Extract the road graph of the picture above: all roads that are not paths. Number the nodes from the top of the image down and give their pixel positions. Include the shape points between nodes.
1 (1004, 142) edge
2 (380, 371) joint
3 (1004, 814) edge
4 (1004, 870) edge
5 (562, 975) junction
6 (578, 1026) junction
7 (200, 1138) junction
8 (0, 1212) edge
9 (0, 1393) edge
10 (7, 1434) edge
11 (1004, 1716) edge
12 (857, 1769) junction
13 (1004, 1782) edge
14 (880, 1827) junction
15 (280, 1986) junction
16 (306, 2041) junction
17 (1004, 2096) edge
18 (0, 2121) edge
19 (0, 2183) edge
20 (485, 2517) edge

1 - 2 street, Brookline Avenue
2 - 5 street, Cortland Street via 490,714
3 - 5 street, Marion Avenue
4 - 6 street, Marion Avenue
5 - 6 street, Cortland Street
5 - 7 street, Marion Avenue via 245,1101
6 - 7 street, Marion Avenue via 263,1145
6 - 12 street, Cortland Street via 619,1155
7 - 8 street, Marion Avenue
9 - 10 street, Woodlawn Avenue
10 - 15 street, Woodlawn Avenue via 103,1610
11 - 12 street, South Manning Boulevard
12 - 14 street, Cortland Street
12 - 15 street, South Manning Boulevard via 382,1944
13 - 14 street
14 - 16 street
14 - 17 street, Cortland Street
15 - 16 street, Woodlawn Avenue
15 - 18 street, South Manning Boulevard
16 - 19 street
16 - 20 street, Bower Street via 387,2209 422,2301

◇ ◇ ◇ ◇ ◇

__Problem details__: With no line skipped, repeat the records exactly.

__Result of this exercise__:
Extract the road graph of the picture above: all roads that are not paths. Number the nodes from the top of the image down and give their pixel positions. Include the shape points between nodes.
1 (1004, 142) edge
2 (380, 371) joint
3 (1004, 814) edge
4 (1004, 870) edge
5 (562, 975) junction
6 (578, 1026) junction
7 (200, 1138) junction
8 (0, 1212) edge
9 (0, 1393) edge
10 (7, 1434) edge
11 (1004, 1716) edge
12 (857, 1769) junction
13 (1004, 1782) edge
14 (880, 1827) junction
15 (280, 1986) junction
16 (306, 2041) junction
17 (1004, 2096) edge
18 (0, 2121) edge
19 (0, 2183) edge
20 (485, 2517) edge

1 - 2 street, Brookline Avenue
2 - 5 street, Cortland Street via 490,714
3 - 5 street, Marion Avenue
4 - 6 street, Marion Avenue
5 - 6 street, Cortland Street
5 - 7 street, Marion Avenue via 245,1101
6 - 7 street, Marion Avenue via 263,1145
6 - 12 street, Cortland Street via 619,1155
7 - 8 street, Marion Avenue
9 - 10 street, Woodlawn Avenue
10 - 15 street, Woodlawn Avenue via 103,1610
11 - 12 street, South Manning Boulevard
12 - 14 street, Cortland Street
12 - 15 street, South Manning Boulevard via 382,1944
13 - 14 street
14 - 16 street
14 - 17 street, Cortland Street
15 - 16 street, Woodlawn Avenue
15 - 18 street, South Manning Boulevard
16 - 19 street
16 - 20 street, Bower Street via 387,2209 422,2301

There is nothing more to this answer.